Recorded data START

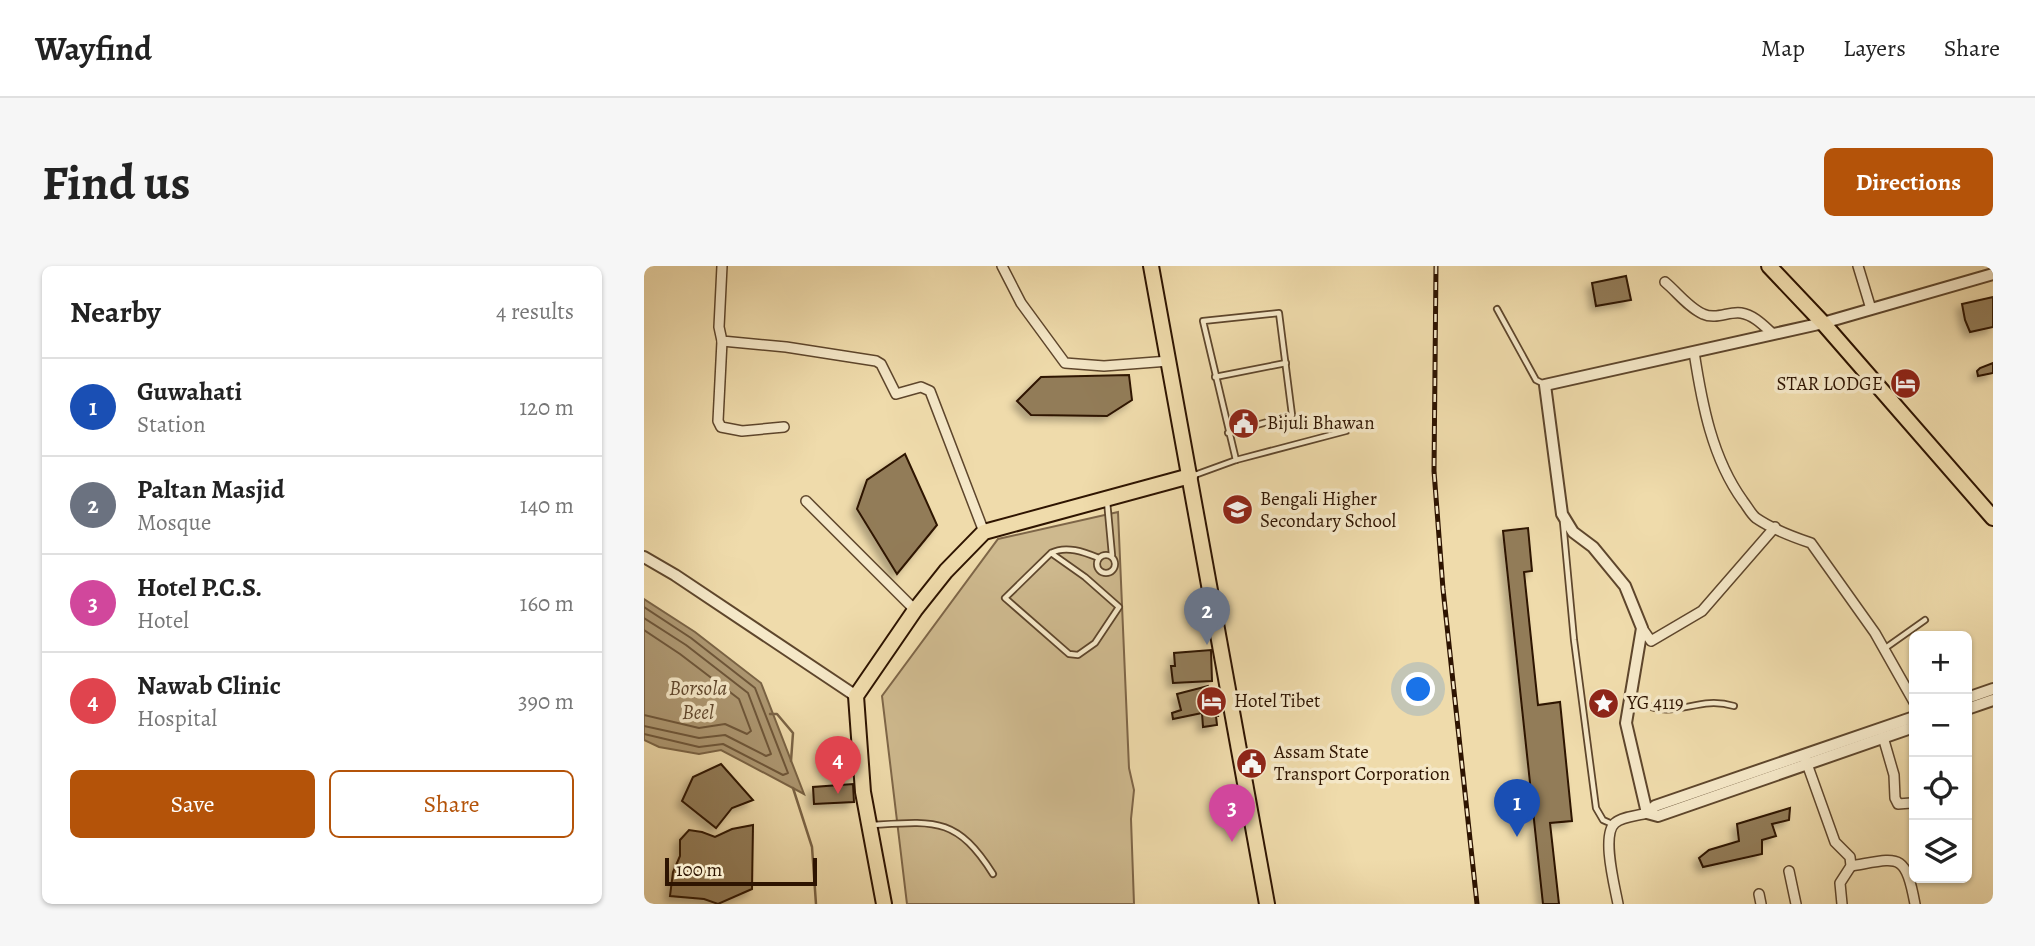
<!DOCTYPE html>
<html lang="en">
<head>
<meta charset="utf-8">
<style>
  :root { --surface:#fff; --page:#f6f6f6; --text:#222; --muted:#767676; --line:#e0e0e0; --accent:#b45309 }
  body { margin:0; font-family:Alegreya,serif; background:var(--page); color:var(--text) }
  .controls { position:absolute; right:21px; bottom:21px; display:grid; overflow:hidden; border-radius:10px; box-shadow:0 2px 5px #0004 }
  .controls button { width:63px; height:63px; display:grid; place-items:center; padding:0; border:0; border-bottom:2px solid var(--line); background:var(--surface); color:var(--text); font:35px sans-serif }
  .scale { position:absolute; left:21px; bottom:18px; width:152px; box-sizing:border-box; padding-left:7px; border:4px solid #2e1401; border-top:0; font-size:19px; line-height:24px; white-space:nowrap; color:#2e1401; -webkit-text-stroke:5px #f5e8c8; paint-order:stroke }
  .you { position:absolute; left:775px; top:424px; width:24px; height:24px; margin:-18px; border:5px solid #fff; border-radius:50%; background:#1a73e8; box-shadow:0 0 0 10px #1a73e833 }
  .badge { display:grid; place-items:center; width:46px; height:46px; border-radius:50%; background:var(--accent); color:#fff; font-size:23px; font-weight:700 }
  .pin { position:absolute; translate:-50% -58px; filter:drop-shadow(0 2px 4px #0008) }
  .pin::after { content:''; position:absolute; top:37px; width:24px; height:21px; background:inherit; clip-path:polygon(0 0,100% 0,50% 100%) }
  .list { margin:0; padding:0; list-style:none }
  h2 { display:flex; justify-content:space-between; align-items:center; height:91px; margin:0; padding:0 28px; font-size:30px }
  h2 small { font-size:23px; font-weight:400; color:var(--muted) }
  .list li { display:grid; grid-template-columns:46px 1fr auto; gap:21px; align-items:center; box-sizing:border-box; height:98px; padding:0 28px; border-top:2px solid var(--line) }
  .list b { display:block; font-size:26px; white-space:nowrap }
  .list p { margin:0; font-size:23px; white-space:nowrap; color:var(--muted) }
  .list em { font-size:23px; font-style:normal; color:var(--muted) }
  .actions { display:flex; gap:14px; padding:21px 28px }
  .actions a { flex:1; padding:16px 0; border:2px solid var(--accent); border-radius:10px; text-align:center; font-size:24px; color:var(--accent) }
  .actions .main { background:var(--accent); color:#fff }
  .icon { flex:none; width:38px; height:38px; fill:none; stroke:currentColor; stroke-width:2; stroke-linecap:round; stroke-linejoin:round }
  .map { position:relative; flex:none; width:1349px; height:638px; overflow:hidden; border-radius:10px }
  header { display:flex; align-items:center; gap:42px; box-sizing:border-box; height:98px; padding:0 35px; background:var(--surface); border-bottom:2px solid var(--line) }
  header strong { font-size:33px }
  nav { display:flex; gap:38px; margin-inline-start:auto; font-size:24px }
  .intro { display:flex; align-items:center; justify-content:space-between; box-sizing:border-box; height:168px; padding:0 42px }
  h1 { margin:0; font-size:49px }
  .button { padding:18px 32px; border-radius:10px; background:var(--accent); color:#fff; font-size:24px; font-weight:700 }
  main { display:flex; gap:42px; padding:0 42px }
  aside { flex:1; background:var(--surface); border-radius:10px; box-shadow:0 2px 5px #0004 }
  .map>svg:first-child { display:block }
</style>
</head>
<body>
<header>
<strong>Wayfind</strong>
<nav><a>Map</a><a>Layers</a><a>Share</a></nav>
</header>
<div class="intro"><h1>Find us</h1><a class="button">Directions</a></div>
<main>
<aside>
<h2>Nearby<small>4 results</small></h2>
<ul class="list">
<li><span class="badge" style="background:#1a4fb4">1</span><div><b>Guwahati</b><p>Station</p></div><em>120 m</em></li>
<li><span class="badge" style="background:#6b7280">2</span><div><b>Paltan Masjid</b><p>Mosque</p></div><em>140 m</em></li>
<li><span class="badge" style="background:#d1479c">3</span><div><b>Hotel P.C.S.</b><p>Hotel</p></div><em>160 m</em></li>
<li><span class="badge" style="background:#e0444e">4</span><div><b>Nawab Clinic</b><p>Hospital</p></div><em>390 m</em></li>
</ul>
<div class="actions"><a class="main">Save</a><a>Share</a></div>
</aside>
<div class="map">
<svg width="1349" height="638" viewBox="0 0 1349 638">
  <defs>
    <filter id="shadow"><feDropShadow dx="-5" dy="5" stdDeviation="3.5" flood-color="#0004"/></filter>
  </defs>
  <rect width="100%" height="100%" fill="#efdbab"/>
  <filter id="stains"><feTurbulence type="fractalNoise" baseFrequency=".00286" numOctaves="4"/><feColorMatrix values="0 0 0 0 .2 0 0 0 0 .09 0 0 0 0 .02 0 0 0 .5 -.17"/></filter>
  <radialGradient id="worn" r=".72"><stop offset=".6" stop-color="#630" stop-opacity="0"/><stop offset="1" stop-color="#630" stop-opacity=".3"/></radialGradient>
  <path fill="#ceb98e" stroke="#7e6648" stroke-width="2" d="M474 246 485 502 490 524 487 553 490 638H263L238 430 354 273Z"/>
  <path fill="#ad9771" stroke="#7a6344" stroke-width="2" d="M0 333 51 366 117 417 160 528 77 484 55 488 15 481 0 474Z"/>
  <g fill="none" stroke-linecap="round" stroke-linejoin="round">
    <g stroke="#6e5639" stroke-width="2">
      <path d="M0 341 47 372 111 422 144 507 139 509 79 478 55 481 0 468"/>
      <path d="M0 352 42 379 104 427 127 488 122 490 81 469 55 472 0 460"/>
      <path d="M0 364 36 388 95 433 107 465 103 468 81 458 55 462 0 449"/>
    </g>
    <g stroke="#7a6344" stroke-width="2.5">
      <path d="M126 448H133L149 467 147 495"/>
      <path d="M149 522 168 581 172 638"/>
    </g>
  </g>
  <g fill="#927b59" stroke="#2e1401" stroke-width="2" filter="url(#shadow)">
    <path d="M982 10 987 34 952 40 948 17Z"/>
    <path d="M1349 31V61L1326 66 1321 54 1318 38Z"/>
    <path d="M1349 97V107L1334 110 1333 105 1336 102Z"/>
    <path d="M485 109 488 134 463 150 387 149 373 135 397 111Z"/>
    <path d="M261 188 293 259 253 308 213 243 223 214Z"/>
    <path d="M884 262 888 305 880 306 894 439 916 436 928 555 906 557 915 638H899L859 265Z"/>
    <path d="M567 384 568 415 529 417 527 400H531L530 387Z"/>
    <path d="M564 420 565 424 568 423 574 450H572L573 459 559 461 558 447 529 453 528 447 537 444 533 428Z"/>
    <path d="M77 498 109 534 88 542 72 562 38 535 49 511Z"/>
    <path d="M209 518 210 536 170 538 169 521Z"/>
    <path d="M1146 542 1145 554 1128 558 1132 570 1118 574V588L1059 601 1055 592 1065 584 1095 575 1093 558Z"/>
    <path d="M109 559 108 623 74 638 60 633 26 630 29 606 36 590V574L45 564 58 566 71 571 88 563Z"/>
  </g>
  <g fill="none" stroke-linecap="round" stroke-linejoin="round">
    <defs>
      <g id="service">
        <path d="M853 43 892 114 900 118"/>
        <path d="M571 111 642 97"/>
        <path d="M584 167 648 149 635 47 559 55 592 194"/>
        <path d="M548 210 592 194 702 165"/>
        <path d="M463 235 468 289"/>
        <path d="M919 256 930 374 952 542 959 554 968 558"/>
        <path d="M407 287 441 311 475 341 451 377 434 389 425 388 361 332 407 287C422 279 440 286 455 292"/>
        <circle cx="462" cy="298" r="9"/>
        <path d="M1240 383 1281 354"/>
        <path d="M988 432C1031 459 1048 428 1090 440"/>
        <path d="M229 559C291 555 313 551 349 608"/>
      </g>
      <g id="minor">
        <path d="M78 0 75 61 78 75 142 81 232 95 237 98 252 128 277 121 286 125 340 266"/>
        <path d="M358 0 377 37 421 97 460 100 525 95"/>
        <path d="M1214 0 1227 43"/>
        <path d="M1021 16C1033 26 1045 42 1059 48 1072 54 1085 45 1097 47 1110 49 1120 60 1129 68"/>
        <path d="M78 75 74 155 77 161 98 165 140 161"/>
        <path d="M1050 86C1058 138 1068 192 1099 235 1103 240 1107 248 1112 252 1128 263 1149 271 1167 277L1231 367 1270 436"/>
        <path d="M162 235 271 344"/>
        <path d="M998 362 1007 375 1058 345 1131 261"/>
        <path d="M1239 471 1250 509 1251 532 1254 538 1267 537"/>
        <path d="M1162 495 1191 576 1206 591 1207 600 1196 617 1198 638"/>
        <path d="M1207 600C1255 592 1261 585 1271 638"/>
        <path d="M1145 605 1152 638"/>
        <path d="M1115 628 1117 638"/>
        <path d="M974 638C971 621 957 569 971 557 979 550 994 550 1003 547"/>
      </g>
      <g id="tertiary">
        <path d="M0 291 31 309 212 430"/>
        <path d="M1323 432 1349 423"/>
        <path d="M1323 443 1349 434"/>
        <path d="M1003 547 982 457 998 362 981 320 949 281 929 266 918 248 901 119 1179 57 1349 8"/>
        <path d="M1003 547 1011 540 1270 451"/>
        <path d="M1003 547 1014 550 1270 461"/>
      </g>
      <g id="primary">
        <path d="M507 0 623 638"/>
        <path d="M1125 0 1179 57 1349 252"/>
        <path d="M240 638 219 526 212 430 271 344 302 305 340 266 546 210"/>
      </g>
    </defs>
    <use href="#service" stroke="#5e462c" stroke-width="8"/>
    <use href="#minor" stroke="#5e462c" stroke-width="12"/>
    <use href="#tertiary" stroke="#5e462c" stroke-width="14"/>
    <use href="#primary" stroke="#2e1401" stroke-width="18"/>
    <use href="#service" stroke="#f5e8c8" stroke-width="4.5"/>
    <use href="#minor" stroke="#f5e8c8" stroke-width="9"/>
    <use href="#tertiary" stroke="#f5e8c8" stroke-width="10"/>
    <use href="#primary" stroke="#efdbab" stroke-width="14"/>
    <defs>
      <path id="rail" d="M792 0 790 205 799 323 833 638"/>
    </defs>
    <use href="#rail" stroke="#2e1401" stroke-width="5"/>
    <use href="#rail" stroke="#f5e8c8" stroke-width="2.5" stroke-dasharray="8" stroke-linecap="butt"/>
  </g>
  <defs>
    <symbol id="hotel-disc" viewBox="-11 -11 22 22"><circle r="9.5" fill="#8f2418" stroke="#f5e8c8"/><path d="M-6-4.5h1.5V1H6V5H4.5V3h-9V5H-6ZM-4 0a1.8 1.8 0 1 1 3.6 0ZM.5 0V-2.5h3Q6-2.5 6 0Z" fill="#fff"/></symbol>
    <symbol id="civic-disc" viewBox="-11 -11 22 22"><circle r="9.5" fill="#8f2418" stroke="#f5e8c8"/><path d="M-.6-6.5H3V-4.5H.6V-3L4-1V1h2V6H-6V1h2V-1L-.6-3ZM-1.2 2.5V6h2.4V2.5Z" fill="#fff"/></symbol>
    <symbol id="school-disc" viewBox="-11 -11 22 22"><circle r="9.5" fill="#8f2418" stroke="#f5e8c8"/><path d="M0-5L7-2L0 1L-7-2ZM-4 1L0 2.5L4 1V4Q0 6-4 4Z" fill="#fff"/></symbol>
    <symbol id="sight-disc" viewBox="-11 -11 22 22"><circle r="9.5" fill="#8f2418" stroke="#f5e8c8"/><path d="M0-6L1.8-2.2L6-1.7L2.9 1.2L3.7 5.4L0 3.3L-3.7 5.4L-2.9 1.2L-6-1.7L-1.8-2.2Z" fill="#fff"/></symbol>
  </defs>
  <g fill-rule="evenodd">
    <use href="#hotel-disc" x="1244" y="100" width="35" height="35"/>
    <use href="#civic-disc" x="582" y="140" width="35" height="35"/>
    <use href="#school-disc" x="576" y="226" width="35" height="35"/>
    <use href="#hotel-disc" x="550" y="418" width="35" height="35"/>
    <use href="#sight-disc" x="942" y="420" width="35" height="35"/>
    <use href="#civic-disc" x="590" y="480" width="35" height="35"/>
  </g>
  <g text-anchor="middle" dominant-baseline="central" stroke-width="7" stroke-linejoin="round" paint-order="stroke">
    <g font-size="19" fill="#2e1401" stroke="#f5e8c8" text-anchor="start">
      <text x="1239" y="118" text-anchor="end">STAR LODGE</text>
      <text x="623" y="157">Bijuli Bhawan</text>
      <text x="616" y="233">Bengali Higher<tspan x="616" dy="22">Secondary School</tspan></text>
      <text x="590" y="435">Hotel Tibet</text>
      <text x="983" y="437">YG 4119</text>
      <text x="630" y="486">Assam State<tspan x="630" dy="22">Transport Corporation</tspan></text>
    </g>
    <g font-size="21" font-style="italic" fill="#61482e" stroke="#f5e8c8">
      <text x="54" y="422">Borsola<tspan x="54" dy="24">Beel</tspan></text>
    </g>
  </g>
  <rect width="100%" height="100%" filter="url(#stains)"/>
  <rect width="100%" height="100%" fill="url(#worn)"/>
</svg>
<div class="controls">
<button>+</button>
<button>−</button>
<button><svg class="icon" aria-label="locate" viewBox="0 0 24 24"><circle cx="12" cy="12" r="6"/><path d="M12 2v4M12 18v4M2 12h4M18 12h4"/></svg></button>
<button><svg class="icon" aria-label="layers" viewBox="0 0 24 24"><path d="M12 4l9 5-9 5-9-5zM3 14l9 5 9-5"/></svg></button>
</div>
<div class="scale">100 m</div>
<div class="you"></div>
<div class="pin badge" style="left:873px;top:571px;background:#1a4fb4">1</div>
<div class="pin badge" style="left:563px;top:379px;background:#6b7280">2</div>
<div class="pin badge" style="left:588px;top:576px;background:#d1479c">3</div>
<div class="pin badge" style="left:194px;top:528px;background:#e0444e">4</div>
</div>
</main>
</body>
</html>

Recorded data END

### Exercise
Starting from the first line of the listing above, write out every line exactly through the one containing "position:absolute; left:775px; top:424px;", and drop the pictures.

### Answer area
<!DOCTYPE html>
<html lang="en">
<head>
<meta charset="utf-8">
<style>
  :root { --surface:#fff; --page:#f6f6f6; --text:#222; --muted:#767676; --line:#e0e0e0; --accent:#b45309 }
  body { margin:0; font-family:Alegreya,serif; background:var(--page); color:var(--text) }
  .controls { position:absolute; right:21px; bottom:21px; display:grid; overflow:hidden; border-radius:10px; box-shadow:0 2px 5px #0004 }
  .controls button { width:63px; height:63px; display:grid; place-items:center; padding:0; border:0; border-bottom:2px solid var(--line); background:var(--surface); color:var(--text); font:35px sans-serif }
  .scale { position:absolute; left:21px; bottom:18px; width:152px; box-sizing:border-box; padding-left:7px; border:4px solid #2e1401; border-top:0; font-size:19px; line-height:24px; white-space:nowrap; color:#2e1401; -webkit-text-stroke:5px #f5e8c8; paint-order:stroke }
  .you { position:absolute; left:775px; top:424px; width:24px; height:24px; margin:-18px; border:5px solid #fff; border-radius:50%; background:#1a73e8; box-shadow:0 0 0 10px #1a73e833 }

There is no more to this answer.